*What you should do*:
Tally up the lines below that carry the word "nodes", answering with the figure alone.

#### Records shown

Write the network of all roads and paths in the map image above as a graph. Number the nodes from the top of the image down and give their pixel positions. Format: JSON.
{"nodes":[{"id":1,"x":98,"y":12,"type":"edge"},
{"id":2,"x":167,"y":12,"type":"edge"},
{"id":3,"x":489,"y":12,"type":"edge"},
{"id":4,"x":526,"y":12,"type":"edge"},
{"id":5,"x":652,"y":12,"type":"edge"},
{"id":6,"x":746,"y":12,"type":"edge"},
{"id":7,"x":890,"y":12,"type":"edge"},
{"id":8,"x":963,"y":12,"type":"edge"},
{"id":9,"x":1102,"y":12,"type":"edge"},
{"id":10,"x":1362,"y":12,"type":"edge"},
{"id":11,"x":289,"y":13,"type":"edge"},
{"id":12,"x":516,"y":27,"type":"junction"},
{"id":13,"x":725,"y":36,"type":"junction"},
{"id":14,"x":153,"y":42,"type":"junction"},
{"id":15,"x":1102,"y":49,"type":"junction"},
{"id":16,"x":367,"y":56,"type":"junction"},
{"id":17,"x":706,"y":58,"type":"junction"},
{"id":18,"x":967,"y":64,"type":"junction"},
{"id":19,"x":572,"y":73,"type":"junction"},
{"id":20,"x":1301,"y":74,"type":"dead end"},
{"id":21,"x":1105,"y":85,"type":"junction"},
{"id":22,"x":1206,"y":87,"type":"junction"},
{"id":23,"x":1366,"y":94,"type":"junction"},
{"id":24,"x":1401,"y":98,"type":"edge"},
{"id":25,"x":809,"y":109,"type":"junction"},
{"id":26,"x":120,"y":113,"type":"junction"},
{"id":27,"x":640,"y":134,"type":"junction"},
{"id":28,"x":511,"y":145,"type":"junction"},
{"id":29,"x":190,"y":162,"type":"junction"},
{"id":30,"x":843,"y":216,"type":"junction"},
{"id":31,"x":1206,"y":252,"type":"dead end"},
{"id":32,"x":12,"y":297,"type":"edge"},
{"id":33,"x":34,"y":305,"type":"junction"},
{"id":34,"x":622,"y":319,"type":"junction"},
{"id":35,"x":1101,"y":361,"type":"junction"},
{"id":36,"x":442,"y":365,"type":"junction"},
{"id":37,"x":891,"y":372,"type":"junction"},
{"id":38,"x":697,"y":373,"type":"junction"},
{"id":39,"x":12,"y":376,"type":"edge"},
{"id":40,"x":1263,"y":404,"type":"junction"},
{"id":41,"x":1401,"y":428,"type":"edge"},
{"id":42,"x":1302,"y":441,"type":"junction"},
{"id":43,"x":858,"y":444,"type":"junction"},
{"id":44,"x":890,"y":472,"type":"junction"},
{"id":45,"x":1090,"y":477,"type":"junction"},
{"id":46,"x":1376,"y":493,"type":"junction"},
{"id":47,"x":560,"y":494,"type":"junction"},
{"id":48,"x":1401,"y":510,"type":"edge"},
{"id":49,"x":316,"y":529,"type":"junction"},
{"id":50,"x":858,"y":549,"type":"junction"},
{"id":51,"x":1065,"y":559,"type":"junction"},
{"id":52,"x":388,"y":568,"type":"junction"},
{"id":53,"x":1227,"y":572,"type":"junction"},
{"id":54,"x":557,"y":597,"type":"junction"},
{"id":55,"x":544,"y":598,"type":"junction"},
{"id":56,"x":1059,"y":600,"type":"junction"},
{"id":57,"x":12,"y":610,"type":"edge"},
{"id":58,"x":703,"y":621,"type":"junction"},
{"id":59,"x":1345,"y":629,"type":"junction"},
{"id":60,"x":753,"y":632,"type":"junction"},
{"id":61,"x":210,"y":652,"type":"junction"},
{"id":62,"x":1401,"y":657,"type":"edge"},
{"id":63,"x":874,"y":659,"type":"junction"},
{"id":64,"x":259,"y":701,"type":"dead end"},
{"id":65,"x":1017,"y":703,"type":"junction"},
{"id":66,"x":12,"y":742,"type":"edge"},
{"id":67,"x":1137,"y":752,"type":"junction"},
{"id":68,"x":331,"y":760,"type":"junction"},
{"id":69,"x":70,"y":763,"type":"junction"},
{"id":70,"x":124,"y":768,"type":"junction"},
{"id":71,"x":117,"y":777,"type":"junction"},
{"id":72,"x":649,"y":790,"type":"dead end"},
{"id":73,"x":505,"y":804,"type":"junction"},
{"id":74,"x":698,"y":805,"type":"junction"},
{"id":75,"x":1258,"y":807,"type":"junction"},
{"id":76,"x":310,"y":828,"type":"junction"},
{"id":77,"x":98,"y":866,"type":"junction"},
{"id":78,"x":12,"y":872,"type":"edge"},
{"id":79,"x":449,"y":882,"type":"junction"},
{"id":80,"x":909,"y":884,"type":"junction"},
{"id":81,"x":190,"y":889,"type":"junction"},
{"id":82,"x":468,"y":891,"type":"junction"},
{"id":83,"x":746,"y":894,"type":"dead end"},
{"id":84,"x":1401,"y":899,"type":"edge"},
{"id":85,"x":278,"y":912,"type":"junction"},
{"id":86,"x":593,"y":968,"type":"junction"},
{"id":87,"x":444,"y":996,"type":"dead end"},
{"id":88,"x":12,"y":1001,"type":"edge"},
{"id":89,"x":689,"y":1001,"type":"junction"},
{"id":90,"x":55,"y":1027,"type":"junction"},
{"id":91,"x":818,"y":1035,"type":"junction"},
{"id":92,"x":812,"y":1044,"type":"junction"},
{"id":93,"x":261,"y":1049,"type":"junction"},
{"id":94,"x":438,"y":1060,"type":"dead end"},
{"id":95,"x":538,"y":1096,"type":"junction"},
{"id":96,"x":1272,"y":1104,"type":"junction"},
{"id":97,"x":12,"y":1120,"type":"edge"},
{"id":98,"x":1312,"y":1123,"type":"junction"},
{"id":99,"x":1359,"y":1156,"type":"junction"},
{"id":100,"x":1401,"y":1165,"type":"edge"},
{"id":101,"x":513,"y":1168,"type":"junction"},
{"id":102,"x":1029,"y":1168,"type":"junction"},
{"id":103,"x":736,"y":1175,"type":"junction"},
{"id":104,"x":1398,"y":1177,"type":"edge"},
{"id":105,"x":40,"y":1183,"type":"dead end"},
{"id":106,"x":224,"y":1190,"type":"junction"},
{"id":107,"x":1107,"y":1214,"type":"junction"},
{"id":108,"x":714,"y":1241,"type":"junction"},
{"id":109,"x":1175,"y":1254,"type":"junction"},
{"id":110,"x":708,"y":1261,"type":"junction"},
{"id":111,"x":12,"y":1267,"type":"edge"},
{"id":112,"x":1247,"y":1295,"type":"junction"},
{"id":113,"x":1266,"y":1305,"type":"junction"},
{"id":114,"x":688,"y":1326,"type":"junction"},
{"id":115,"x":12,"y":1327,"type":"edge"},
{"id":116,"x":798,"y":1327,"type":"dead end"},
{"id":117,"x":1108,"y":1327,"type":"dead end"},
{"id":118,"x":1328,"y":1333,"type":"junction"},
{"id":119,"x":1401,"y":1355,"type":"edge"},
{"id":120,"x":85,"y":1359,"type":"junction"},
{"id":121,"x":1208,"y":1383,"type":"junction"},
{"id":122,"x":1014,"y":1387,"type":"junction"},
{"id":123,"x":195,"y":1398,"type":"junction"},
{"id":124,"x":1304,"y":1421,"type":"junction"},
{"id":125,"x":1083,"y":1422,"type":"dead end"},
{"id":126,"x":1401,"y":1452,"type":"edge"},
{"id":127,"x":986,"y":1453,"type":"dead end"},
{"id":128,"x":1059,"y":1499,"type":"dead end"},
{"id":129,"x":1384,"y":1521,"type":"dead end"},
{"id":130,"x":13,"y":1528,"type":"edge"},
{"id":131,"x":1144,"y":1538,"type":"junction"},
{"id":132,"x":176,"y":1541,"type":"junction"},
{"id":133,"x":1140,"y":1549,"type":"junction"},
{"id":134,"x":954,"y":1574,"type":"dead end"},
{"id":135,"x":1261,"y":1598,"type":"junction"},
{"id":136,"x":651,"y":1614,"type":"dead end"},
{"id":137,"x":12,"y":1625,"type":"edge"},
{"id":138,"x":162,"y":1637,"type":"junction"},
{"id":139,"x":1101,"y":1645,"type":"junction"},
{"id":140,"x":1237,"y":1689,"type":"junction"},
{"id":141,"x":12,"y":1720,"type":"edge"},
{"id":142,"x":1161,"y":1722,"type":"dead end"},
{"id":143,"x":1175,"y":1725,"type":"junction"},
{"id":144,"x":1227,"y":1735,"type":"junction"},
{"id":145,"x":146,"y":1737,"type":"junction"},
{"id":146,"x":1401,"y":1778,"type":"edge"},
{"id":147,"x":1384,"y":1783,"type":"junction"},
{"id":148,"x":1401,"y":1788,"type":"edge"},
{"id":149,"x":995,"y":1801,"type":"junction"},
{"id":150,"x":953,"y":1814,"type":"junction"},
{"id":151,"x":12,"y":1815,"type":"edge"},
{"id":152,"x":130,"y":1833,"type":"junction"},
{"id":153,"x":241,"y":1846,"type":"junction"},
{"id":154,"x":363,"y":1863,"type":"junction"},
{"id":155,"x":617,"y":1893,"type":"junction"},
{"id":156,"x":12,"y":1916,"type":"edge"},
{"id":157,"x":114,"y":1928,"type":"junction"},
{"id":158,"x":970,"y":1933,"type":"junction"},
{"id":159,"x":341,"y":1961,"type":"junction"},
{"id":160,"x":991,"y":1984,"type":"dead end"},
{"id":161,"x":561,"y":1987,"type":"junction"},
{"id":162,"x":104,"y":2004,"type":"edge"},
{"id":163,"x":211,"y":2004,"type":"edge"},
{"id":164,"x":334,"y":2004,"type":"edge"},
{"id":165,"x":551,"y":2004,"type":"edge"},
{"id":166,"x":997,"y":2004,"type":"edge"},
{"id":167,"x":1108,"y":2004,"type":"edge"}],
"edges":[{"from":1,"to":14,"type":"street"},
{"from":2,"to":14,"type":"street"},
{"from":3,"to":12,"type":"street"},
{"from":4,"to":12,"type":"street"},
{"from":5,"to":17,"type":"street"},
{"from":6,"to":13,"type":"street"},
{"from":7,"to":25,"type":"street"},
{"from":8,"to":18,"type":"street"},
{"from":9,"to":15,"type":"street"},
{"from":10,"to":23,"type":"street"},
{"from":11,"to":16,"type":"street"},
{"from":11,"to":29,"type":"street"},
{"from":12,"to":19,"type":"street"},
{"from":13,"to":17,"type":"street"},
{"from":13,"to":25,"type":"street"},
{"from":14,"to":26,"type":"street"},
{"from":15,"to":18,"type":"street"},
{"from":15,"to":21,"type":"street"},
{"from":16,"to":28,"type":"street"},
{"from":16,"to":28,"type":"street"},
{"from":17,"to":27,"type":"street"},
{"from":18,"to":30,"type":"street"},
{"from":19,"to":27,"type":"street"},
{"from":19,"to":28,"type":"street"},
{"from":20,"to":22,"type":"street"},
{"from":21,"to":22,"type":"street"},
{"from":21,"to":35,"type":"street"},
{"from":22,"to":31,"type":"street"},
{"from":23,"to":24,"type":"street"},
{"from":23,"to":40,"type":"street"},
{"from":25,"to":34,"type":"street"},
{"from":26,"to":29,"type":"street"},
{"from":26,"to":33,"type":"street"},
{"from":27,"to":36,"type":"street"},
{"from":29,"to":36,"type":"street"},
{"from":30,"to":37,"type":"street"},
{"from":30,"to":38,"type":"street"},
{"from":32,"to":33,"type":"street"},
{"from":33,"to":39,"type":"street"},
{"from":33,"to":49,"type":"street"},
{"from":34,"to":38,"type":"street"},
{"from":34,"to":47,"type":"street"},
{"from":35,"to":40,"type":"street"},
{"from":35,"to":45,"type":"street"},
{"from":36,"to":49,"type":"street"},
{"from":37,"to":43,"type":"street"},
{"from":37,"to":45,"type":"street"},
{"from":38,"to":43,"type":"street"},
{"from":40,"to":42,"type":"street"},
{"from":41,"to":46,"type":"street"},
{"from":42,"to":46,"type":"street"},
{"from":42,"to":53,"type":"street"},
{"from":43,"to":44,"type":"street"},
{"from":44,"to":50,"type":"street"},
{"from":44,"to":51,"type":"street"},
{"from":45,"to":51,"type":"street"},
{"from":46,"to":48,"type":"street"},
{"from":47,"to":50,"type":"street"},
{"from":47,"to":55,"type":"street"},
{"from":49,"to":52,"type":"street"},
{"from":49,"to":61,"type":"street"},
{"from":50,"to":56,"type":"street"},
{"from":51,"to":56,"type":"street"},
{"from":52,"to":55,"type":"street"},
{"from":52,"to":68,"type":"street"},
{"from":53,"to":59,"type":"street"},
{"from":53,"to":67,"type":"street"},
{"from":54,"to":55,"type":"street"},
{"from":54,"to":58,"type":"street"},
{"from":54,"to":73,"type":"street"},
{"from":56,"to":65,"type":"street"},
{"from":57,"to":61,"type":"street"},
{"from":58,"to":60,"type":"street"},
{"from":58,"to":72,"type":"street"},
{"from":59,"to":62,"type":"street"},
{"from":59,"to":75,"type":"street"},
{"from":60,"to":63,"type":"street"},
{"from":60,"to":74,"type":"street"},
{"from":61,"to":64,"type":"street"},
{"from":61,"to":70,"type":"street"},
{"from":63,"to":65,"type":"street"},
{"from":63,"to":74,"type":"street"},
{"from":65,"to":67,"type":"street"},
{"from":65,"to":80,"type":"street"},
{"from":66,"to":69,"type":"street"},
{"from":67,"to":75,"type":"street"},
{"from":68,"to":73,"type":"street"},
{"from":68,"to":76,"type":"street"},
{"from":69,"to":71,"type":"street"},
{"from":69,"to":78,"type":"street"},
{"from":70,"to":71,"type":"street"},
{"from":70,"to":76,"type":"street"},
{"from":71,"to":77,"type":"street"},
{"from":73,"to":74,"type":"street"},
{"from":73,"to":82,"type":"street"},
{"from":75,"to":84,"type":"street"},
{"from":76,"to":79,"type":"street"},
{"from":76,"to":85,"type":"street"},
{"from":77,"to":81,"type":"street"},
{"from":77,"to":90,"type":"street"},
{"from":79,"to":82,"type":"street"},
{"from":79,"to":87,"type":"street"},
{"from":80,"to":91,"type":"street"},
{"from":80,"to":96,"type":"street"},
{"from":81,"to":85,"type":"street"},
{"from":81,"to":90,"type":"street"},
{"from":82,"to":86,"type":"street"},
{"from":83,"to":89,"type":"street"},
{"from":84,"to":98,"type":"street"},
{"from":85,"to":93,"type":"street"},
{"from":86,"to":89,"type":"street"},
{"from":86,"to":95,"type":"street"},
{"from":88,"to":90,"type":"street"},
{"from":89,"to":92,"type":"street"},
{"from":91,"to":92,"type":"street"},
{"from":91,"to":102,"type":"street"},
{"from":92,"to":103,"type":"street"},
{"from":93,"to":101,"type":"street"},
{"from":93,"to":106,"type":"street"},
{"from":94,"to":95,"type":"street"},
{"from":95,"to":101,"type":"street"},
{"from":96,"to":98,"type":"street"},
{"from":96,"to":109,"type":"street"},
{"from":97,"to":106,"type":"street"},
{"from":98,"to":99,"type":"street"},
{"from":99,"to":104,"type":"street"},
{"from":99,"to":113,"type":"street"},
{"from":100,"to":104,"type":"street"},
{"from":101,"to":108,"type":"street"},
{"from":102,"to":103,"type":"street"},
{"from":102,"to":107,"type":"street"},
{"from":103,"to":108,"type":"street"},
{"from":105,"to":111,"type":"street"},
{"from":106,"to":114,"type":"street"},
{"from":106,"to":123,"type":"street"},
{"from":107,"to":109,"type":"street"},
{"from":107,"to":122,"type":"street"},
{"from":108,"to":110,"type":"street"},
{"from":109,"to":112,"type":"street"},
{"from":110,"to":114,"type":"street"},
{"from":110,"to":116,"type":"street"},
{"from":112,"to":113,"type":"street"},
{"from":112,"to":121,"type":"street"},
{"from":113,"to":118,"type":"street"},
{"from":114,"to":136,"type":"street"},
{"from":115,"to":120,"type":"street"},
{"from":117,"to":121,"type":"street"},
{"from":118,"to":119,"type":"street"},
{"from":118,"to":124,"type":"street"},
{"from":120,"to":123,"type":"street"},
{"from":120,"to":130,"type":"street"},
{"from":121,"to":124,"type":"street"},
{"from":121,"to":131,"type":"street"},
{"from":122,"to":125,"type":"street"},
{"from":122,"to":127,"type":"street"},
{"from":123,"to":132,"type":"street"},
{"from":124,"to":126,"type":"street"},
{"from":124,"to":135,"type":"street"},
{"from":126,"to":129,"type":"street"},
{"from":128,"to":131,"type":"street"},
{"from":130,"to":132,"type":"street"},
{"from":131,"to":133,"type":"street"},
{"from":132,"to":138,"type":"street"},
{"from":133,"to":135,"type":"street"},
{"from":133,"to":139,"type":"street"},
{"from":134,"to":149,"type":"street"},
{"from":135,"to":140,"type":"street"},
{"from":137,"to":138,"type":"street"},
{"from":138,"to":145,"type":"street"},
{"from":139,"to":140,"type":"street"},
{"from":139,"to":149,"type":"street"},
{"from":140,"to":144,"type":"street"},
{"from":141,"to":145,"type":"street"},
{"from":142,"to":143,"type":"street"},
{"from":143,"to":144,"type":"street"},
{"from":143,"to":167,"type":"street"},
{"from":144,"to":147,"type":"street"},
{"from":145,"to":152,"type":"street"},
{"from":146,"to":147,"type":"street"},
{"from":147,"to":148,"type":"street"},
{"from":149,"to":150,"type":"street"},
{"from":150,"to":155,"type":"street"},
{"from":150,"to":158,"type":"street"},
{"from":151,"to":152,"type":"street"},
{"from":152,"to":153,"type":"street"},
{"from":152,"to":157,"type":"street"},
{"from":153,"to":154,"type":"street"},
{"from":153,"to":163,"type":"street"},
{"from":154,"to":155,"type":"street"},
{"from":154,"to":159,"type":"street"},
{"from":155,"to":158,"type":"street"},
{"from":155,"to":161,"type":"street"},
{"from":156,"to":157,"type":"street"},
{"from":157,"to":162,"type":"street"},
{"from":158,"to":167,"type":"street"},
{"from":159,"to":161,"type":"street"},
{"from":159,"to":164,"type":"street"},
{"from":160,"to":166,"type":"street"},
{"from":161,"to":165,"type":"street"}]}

########

*Answer below*:
2